**Prompt:**
Using the records below, report how many lines hold "place", with no extra text.

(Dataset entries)
--- --- ---
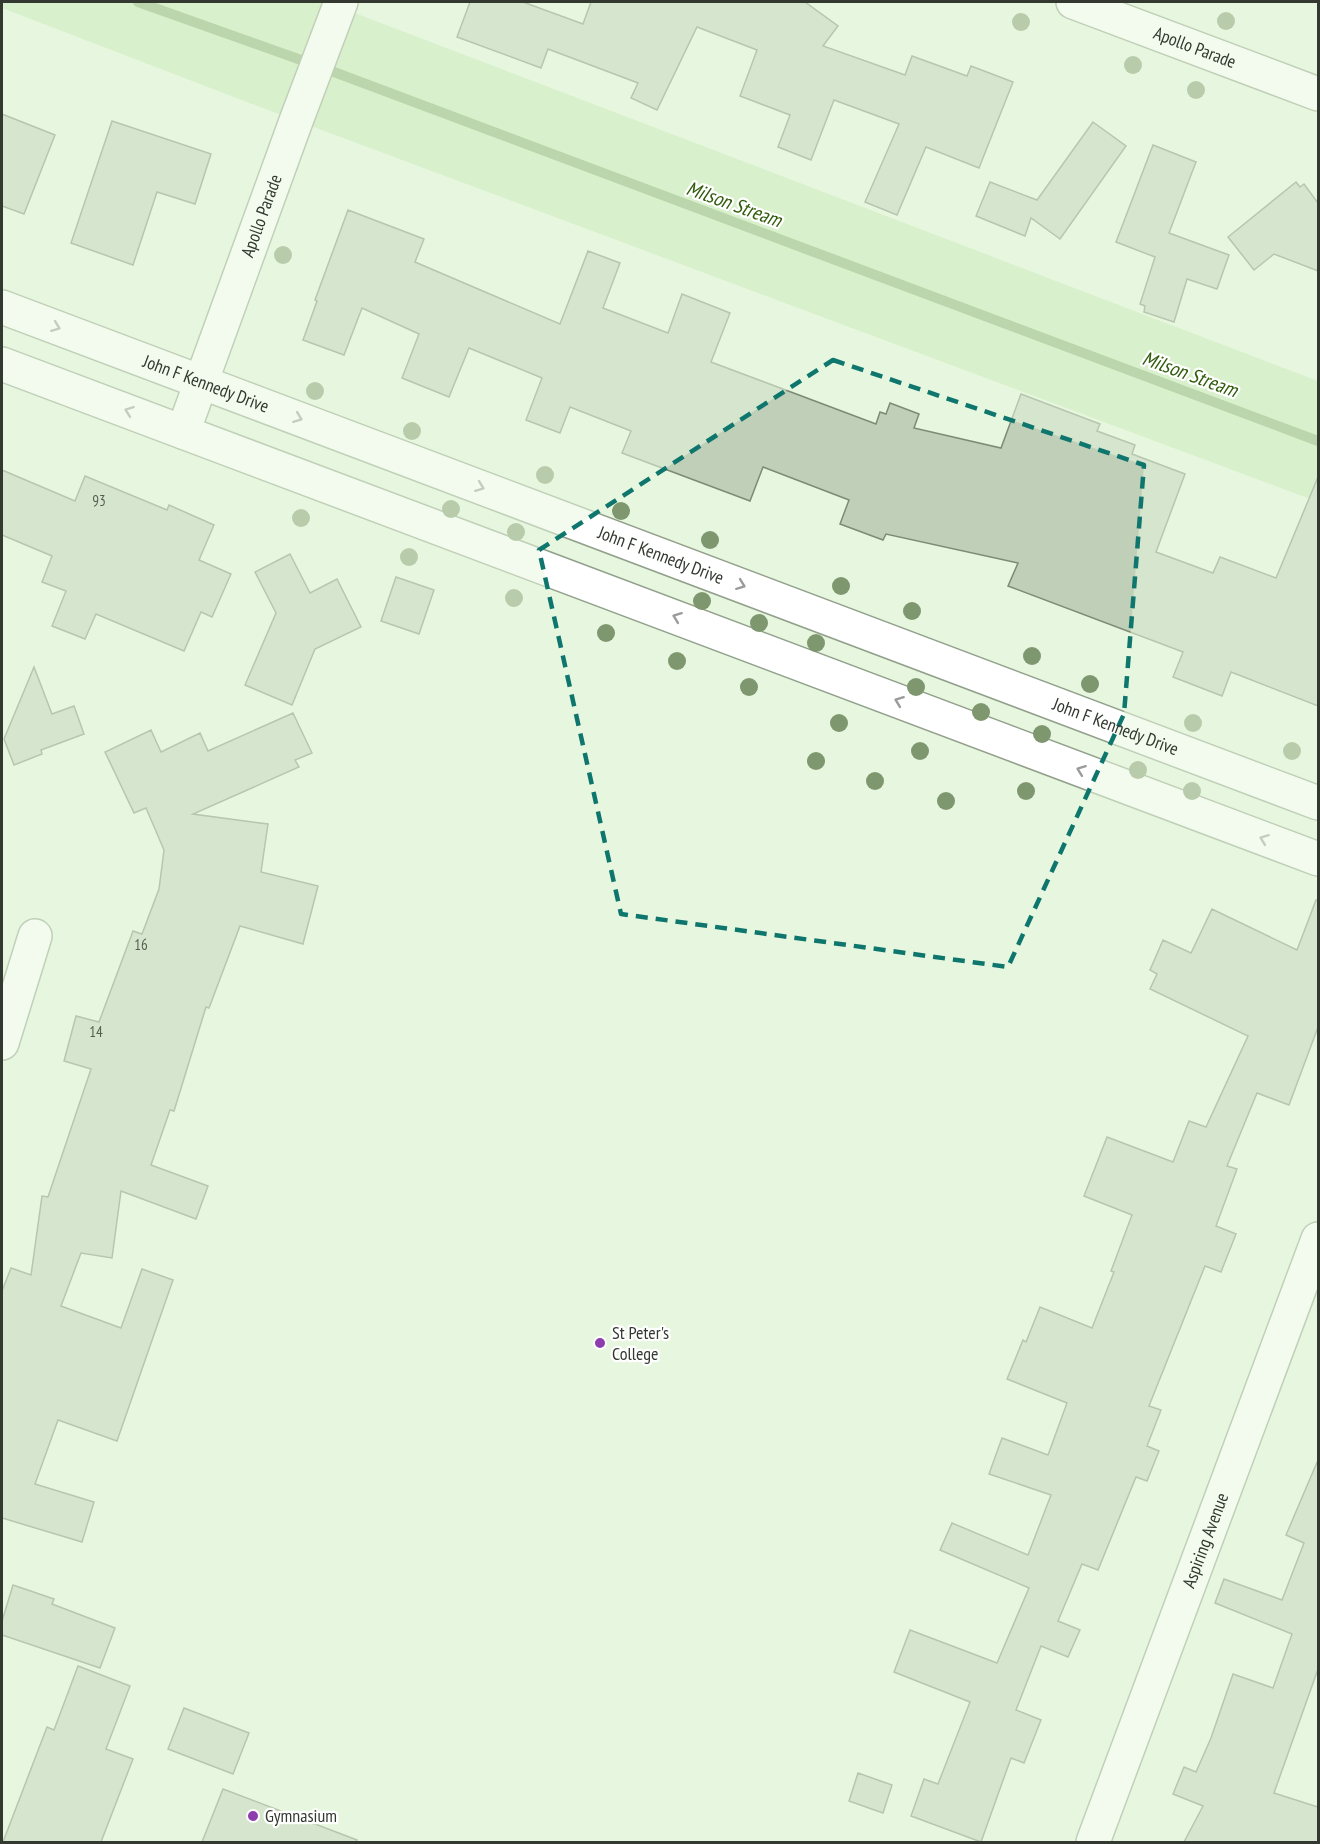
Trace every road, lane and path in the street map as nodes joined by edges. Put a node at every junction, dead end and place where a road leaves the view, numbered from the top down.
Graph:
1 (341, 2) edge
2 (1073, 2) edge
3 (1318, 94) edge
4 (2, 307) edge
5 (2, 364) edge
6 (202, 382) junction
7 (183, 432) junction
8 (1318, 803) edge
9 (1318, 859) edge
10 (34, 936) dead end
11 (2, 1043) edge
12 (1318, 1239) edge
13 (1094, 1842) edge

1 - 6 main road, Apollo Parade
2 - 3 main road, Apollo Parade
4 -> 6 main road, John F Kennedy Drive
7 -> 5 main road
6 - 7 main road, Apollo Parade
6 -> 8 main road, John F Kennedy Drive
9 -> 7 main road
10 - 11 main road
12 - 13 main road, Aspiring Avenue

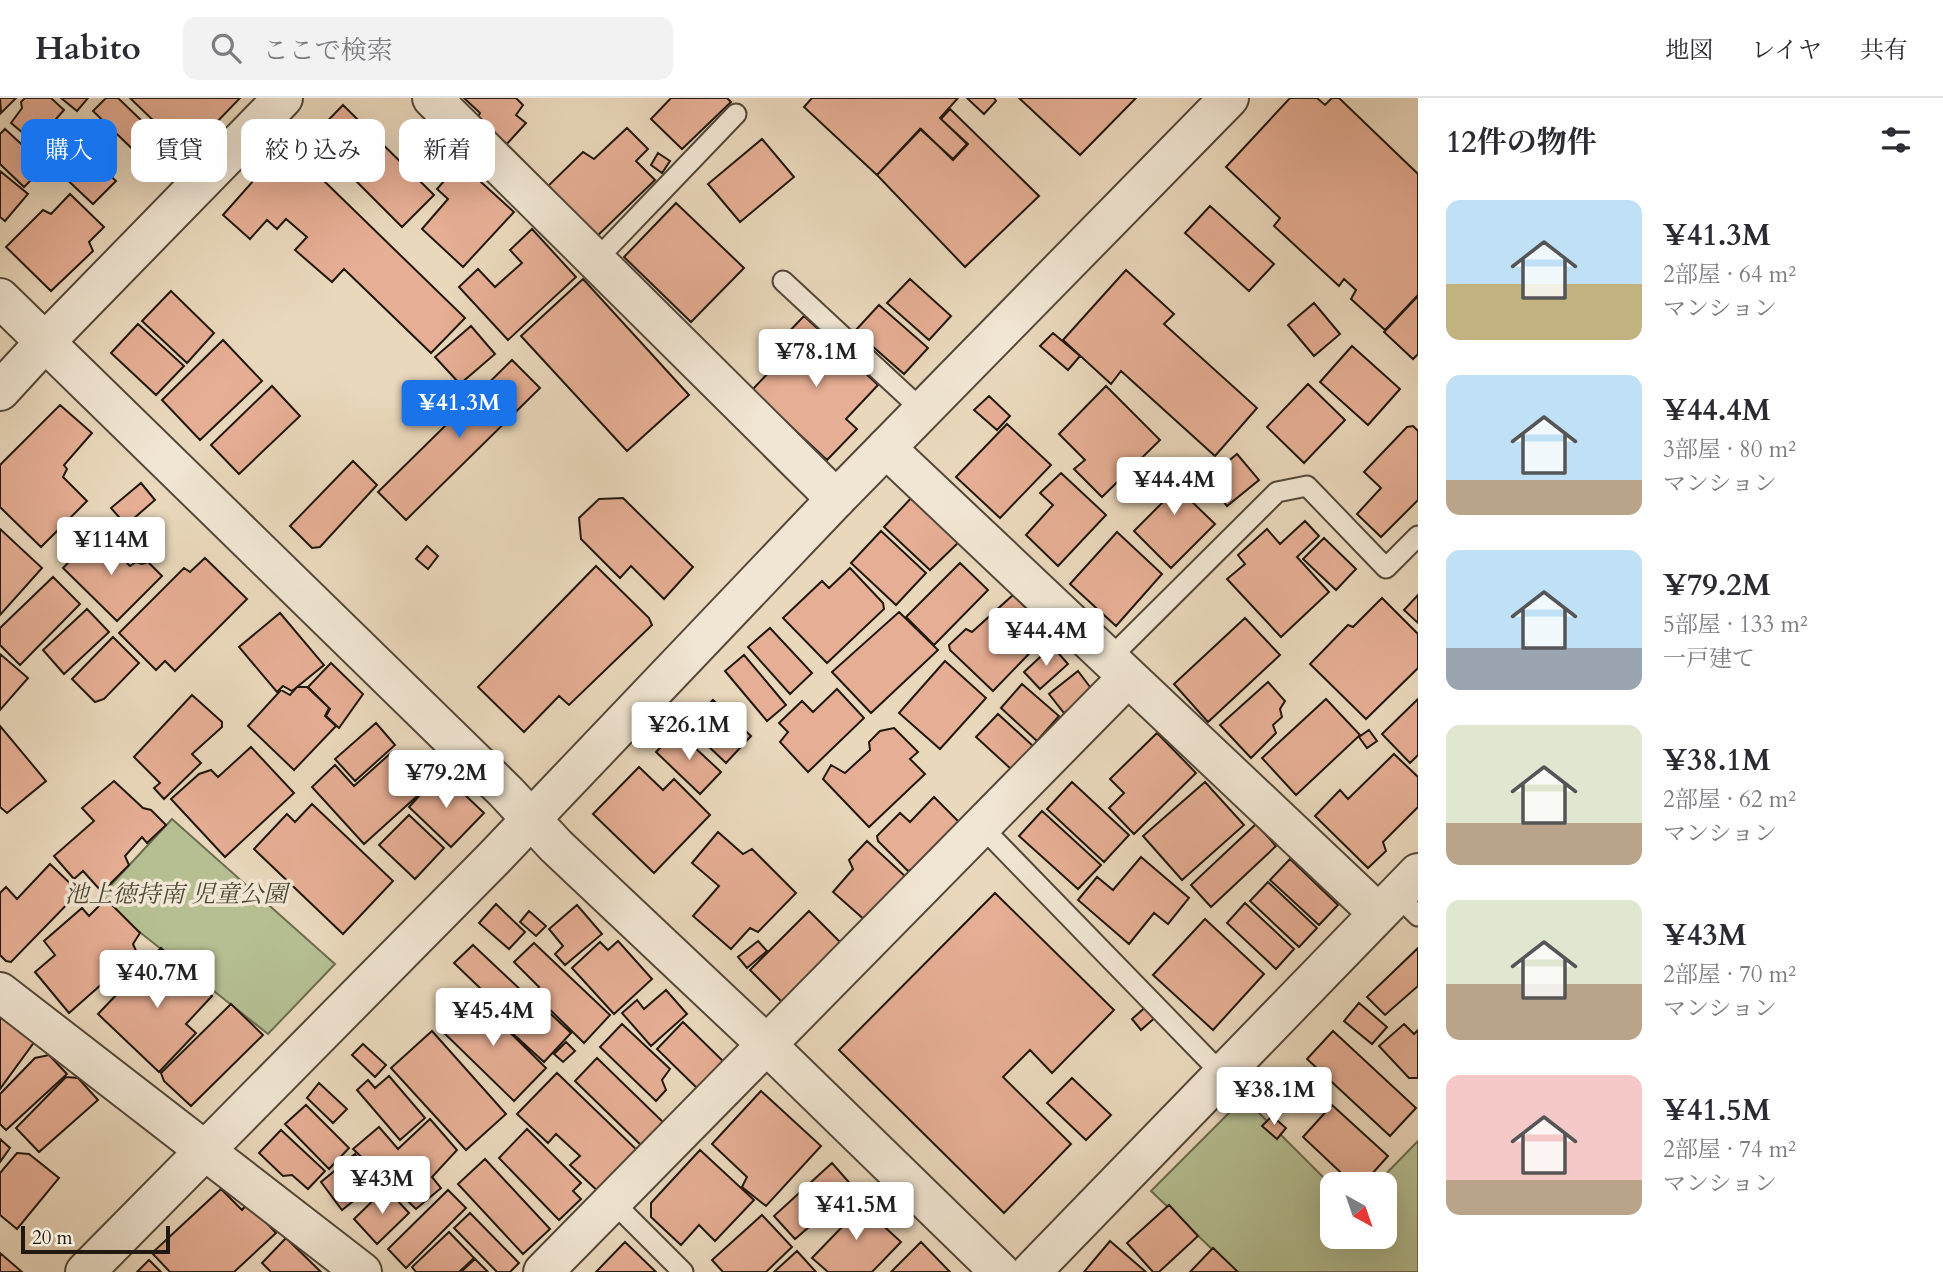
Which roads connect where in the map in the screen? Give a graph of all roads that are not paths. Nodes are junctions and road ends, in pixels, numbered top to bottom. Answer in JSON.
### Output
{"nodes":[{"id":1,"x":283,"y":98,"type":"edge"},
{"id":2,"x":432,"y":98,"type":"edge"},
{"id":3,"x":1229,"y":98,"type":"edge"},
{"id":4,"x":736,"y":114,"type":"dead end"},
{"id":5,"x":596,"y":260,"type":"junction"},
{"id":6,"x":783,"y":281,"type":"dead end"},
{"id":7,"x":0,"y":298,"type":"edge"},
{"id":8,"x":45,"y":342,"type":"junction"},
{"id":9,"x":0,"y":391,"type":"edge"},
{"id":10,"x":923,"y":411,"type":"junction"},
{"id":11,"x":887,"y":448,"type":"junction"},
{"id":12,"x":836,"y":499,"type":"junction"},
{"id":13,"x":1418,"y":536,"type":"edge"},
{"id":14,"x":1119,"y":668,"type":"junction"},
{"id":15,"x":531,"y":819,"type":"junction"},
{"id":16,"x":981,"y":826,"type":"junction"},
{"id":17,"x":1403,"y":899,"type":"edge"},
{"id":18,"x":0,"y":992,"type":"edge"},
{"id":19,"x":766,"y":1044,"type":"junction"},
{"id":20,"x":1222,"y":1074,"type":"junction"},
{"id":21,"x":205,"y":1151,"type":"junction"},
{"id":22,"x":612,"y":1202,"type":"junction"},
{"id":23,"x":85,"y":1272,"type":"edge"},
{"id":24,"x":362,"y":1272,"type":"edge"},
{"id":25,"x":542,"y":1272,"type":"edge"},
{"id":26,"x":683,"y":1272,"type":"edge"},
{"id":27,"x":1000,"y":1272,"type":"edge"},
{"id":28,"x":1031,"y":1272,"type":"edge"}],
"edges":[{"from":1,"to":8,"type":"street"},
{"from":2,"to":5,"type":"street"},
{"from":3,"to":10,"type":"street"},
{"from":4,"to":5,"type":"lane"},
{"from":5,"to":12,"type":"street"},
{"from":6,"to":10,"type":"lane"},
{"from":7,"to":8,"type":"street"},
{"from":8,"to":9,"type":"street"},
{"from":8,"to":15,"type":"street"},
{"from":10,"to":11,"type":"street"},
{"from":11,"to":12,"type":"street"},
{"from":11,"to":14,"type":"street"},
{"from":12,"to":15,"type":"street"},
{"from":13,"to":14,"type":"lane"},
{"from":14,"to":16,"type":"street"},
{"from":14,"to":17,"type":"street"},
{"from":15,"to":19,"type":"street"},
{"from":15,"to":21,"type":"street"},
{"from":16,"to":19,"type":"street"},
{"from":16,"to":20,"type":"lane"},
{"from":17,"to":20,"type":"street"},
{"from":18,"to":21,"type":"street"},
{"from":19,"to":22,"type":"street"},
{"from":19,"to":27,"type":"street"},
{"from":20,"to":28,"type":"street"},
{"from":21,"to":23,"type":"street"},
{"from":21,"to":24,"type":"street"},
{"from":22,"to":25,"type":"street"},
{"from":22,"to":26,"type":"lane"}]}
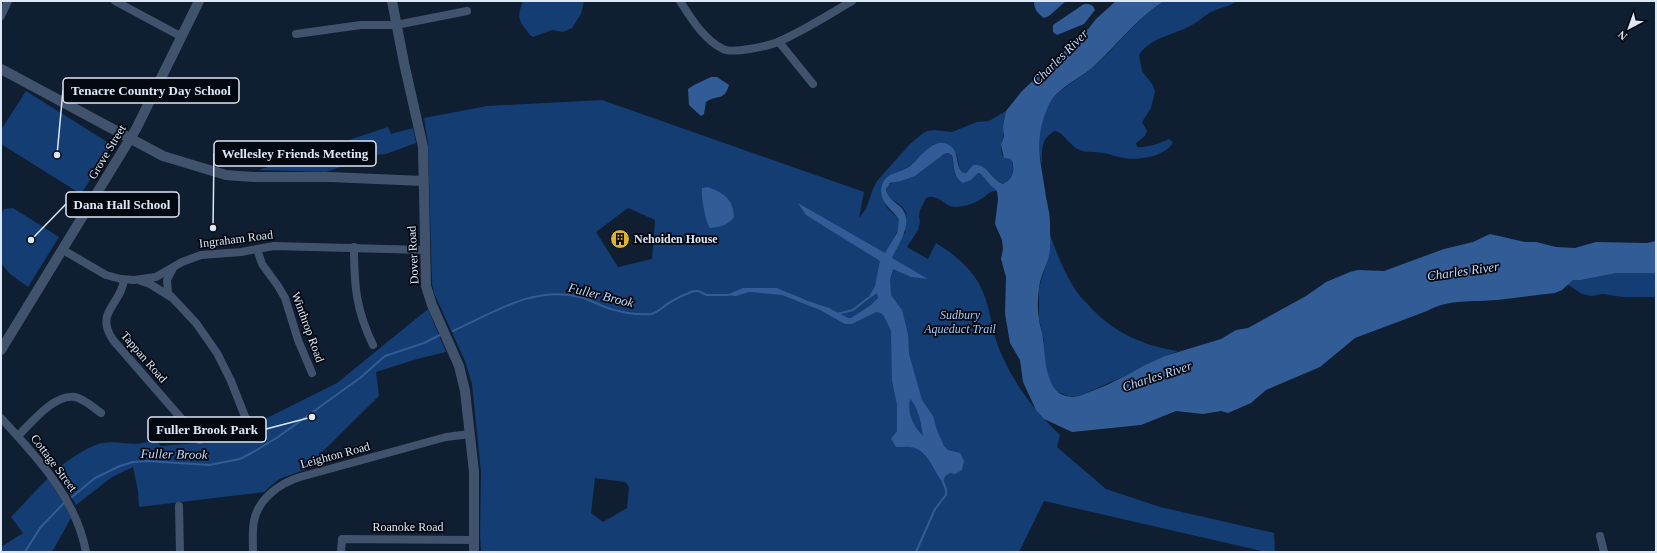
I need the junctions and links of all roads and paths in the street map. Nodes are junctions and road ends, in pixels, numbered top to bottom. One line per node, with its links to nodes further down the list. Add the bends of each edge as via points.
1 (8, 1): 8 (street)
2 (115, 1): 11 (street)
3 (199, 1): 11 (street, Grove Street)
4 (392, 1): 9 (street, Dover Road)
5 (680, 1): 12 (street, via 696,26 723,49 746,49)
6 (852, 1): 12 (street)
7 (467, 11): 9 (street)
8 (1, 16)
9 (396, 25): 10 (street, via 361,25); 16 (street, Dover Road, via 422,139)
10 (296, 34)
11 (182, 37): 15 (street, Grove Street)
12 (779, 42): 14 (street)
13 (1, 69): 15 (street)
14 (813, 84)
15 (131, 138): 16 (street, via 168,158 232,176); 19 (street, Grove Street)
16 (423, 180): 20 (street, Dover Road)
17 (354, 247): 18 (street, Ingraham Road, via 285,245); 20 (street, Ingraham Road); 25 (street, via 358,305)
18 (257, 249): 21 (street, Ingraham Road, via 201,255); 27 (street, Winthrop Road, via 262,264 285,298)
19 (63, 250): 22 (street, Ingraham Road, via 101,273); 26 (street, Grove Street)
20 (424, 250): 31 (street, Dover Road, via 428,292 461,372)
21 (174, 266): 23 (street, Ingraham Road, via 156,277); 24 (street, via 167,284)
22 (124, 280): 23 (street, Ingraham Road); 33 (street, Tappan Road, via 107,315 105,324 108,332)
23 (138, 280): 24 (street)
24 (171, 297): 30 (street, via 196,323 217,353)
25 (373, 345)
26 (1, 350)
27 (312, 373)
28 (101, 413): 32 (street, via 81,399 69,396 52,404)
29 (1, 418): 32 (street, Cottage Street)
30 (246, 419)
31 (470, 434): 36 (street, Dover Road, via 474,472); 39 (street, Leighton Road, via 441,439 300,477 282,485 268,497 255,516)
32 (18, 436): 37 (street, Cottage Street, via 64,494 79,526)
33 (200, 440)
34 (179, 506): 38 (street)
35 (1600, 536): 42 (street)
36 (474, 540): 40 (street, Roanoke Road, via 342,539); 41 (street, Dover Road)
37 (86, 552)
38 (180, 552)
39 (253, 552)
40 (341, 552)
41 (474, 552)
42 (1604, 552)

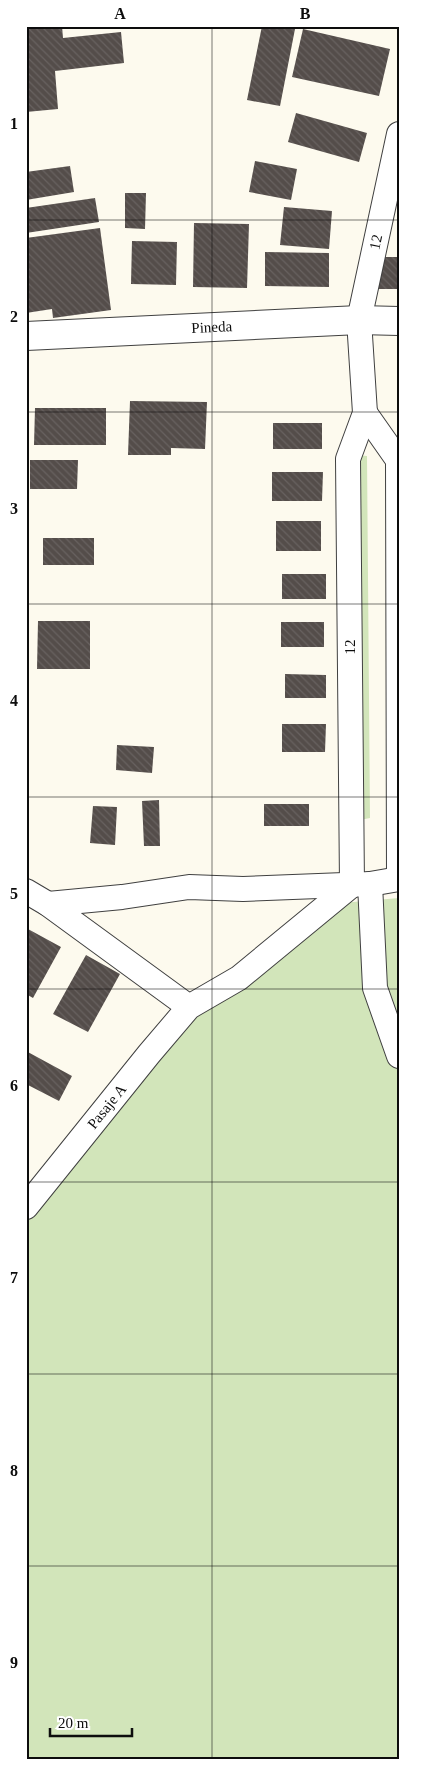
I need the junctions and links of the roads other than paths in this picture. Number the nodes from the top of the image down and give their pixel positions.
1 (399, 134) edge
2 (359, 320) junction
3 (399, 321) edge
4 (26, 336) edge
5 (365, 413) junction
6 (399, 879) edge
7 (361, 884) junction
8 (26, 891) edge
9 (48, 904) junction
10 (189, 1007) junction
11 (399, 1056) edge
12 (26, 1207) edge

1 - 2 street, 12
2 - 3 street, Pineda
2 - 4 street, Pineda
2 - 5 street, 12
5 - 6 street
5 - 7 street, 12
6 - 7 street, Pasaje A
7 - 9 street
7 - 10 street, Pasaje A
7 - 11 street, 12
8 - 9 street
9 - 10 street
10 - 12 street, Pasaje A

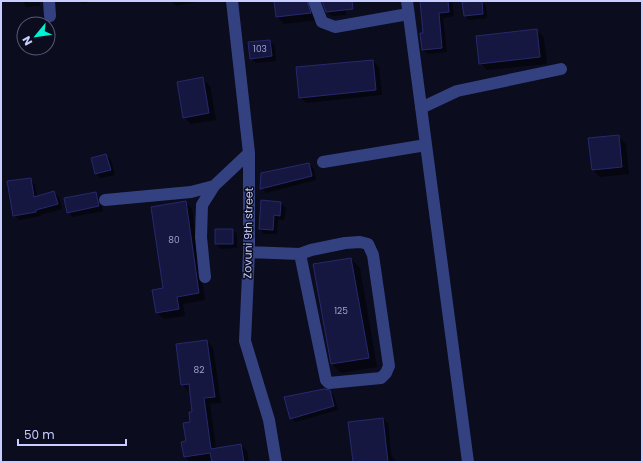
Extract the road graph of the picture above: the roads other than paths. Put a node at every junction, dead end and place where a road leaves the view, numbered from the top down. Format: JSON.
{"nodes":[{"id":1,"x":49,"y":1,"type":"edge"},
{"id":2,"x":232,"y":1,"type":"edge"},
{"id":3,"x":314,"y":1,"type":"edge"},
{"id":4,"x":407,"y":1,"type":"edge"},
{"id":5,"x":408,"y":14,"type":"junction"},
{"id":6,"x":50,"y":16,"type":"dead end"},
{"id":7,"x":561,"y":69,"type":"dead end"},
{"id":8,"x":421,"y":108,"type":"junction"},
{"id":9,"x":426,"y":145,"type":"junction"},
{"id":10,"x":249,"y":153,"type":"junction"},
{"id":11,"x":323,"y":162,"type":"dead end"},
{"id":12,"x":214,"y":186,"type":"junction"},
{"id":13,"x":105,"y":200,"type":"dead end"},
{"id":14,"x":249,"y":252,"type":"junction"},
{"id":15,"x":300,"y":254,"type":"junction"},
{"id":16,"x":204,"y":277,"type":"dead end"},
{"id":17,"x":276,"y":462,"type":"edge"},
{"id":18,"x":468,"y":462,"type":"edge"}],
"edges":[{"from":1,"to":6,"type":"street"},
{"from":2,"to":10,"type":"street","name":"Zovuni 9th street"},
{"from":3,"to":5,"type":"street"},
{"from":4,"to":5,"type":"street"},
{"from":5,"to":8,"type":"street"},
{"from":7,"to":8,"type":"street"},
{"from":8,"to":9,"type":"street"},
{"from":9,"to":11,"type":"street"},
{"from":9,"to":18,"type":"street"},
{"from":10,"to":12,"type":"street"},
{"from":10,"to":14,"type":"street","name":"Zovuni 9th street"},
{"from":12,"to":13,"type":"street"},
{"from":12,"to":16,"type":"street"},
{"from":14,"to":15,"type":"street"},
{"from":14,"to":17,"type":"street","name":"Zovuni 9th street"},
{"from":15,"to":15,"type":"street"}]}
--- --- ---
**Result for this exercise:**
2